1 Tham Luang Cave Rescue
On June 23, 2008, 12 members of a local youth soccer team, the Wild Boars, in Thailand’s Chiang Rai Province had just completed practice. The boys, along with their assistant coach, decided to do something they’d done plenty of times before: venture into the nearby Tham Luang cave for to write the names of new team members on a wall, something of a Boars tradition. They bicycled across rain-soaked fields and into the hills, parking their bikes by the cave’s entrance and entering with flashlights for a quick trip.
What they did not consider is that the Tham Luang cave system should only be entered between November and April. During the monsoon season, which typically starts in July, it is an extremely dangerous place. Indeed, the team found themselves facing a flash flood which blocked their exit and forced them deeper underground. They ended up trapped 4 kilometers (2.5 mi) from the cave entrance.
When the boys failed to turn up that evening, it didn’t take long for their parents to figure out where they might have gone. Rescue efforts were promptly underway, involving the police, various rescue teams, volunteers, and the Thai Navy Seals. Even with such a group assembled, finding and saving the team would not be easy. The Navy divers, despite their training, largely had little cave diving experience. On top of that, rain was still a frequent occurrence. Rescue workers did what they could to pump water out of the cave. Others drilled into the mountainside, hoping to find other passages into the cave system. Thermal sensors and drones were also employed to locate the trapped boys. Team members who hadn’t gone into the cave on June 23 were asked about where the boys would usually go. Word of the incident spread around the world, and rescue workers and cave divers from a multitude of countries began to arrive on June 28.
While the world watched above, the 12 boys and their coach remained on their ledge with no food, though potable water dripped from the walls. They used rocks to dig a 5-meter cave of their own, which they would huddle in for warmth. The assistant coach, a former monk, taught them meditation techniques and instructed them to remain still to conserve strength. Time began to lose all meaning for the trapped soccer team.
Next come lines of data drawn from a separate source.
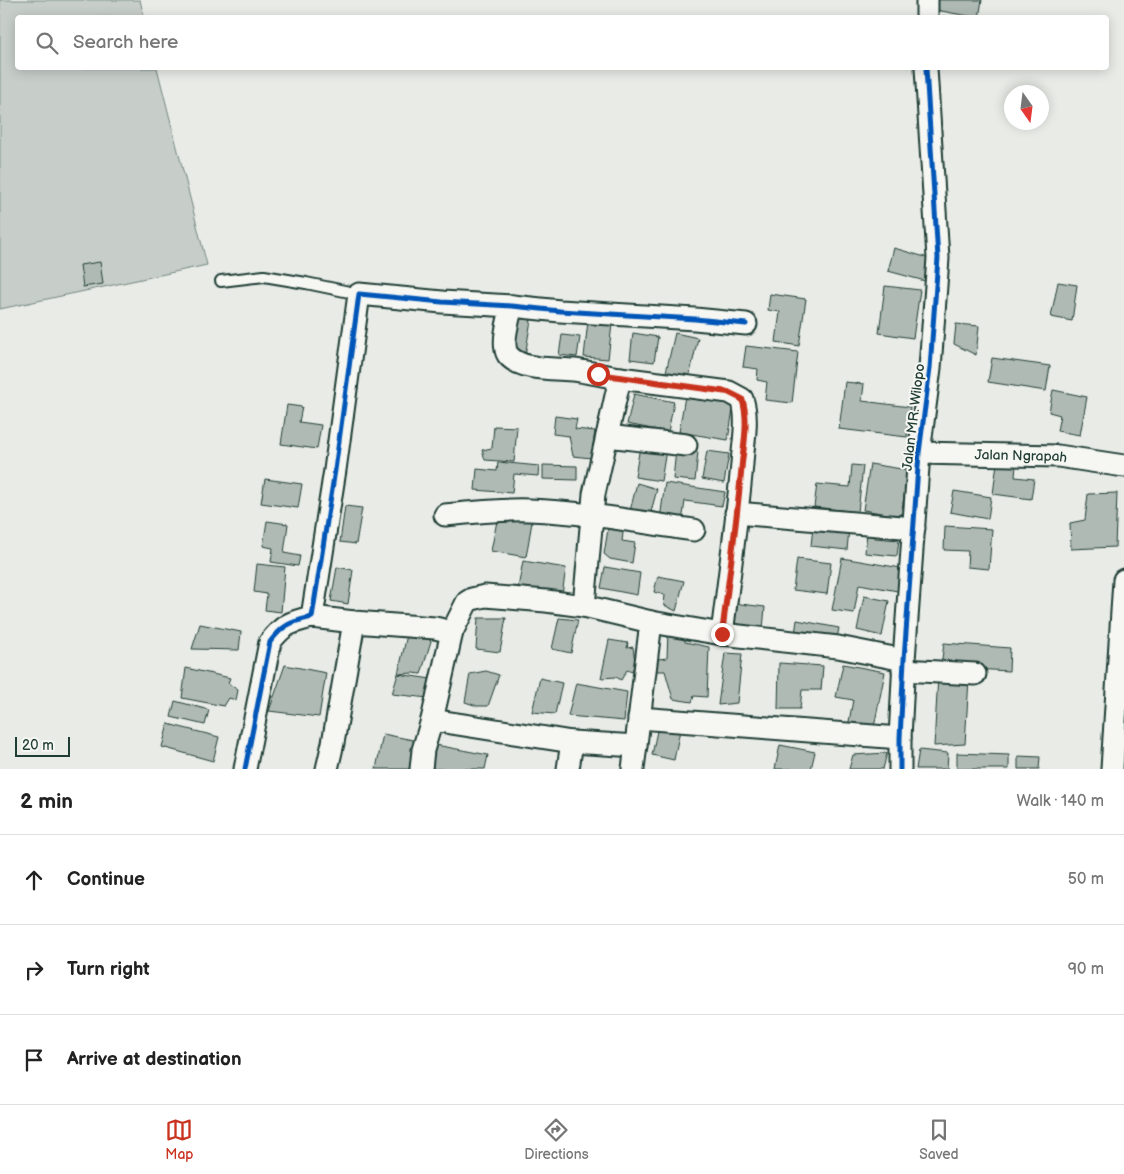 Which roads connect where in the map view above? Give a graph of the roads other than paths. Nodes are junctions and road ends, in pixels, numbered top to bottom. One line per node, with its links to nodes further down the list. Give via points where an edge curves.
1 (928, 0): 2 (street)
2 (927, 15)
3 (926, 70): 11 (street, Jalan MR. Wilopo, via 938,258 930,368)
4 (221, 281): 5 (lane, via 264,276)
5 (359, 294): 6 (street); 20 (street, via 336,470)
6 (512, 306): 7 (street); 8 (street, via 506,330 506,349 514,359 525,366)
7 (746, 324)
8 (620, 378): 9 (street); 13 (street, via 728,392 742,399 746,413)
9 (607, 436): 10 (street); 15 (street)
10 (686, 445)
11 (919, 453): 12 (street, Jalan Ngrapah, via 1058,456); 16 (street, Jalan MR. Wilopo)
12 (1124, 466)
13 (736, 513): 16 (street); 24 (street)
14 (445, 515): 15 (street, via 528,510)
15 (592, 515): 17 (street); 19 (street)
16 (914, 528): 25 (street, Jalan MR. Wilopo)
17 (694, 530)
18 (1124, 580): 38 (street)
19 (584, 606): 22 (street); 23 (street, via 485,596 466,602)
20 (312, 617): 21 (street); 32 (street, via 294,621 279,630 270,642)
21 (354, 622): 23 (street); 33 (street)
22 (651, 622): 24 (street); 27 (street)
23 (452, 632): 28 (street)
24 (722, 634): 25 (street, via 838,646)
25 (904, 665): 26 (street); 29 (street, Jalan MR. Wilopo)
26 (975, 674)
27 (639, 718): 29 (street); 31 (street)
28 (432, 720): 30 (street); 34 (street)
29 (900, 738): 37 (street, Jalan MR. Wilopo)
30 (572, 742): 31 (street); 35 (street)
31 (636, 746): 36 (street)
32 (246, 769)
33 (327, 769)
34 (421, 769)
35 (568, 769)
36 (633, 769)
37 (900, 769)
38 (1112, 769)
On July 2, two British cave divers found the team. Elated to see that everyone was alive, the divers left lights and returned to the surface to deliver the good news. A medic and other divers joined the Wild Boars and would stay with them for the remainder of their time in the cave. Despite the team members’ strong desire for some solid food, a doctor mandated that they be kept on a diet of liquid food and vitamin-infused mineral water. Next came the challenge of guiding the 13 through a stretch of submerged cave that would be a challenge for experienced divers. One of the team couldn’t swim. The danger was underscored only a few days later, when Saman Gunan, a former Thai Navy Seal who had volunteered to help, died while returning from delivering air tanks to the boys.
On July 7, the rain let up, but it was decided that the team had to be rescued by July 10, when it was predicted that the cave would be completely flooded. The children were given full face masks and air tanks. They were clipped to divers and also had handles attached to their backs. It has been reported that the boys were heavily sedated so they wouldn’t panic during their trip to the surface. For transportation over a part along the way that wasn’t flooded, the boys were placed in stretchers. Pulleys were used to get them up a steep slope.
One by one, the team members were extracted from the cave over the next three days. By July 10, water levels were indeed rising again. Not long after the last Wild Boar made it to the surface, the three men who had stayed with them underground emerged. Right after that, a pump failed, sending more water into the cave and workers scrambling. Nevertheless, the team was safe.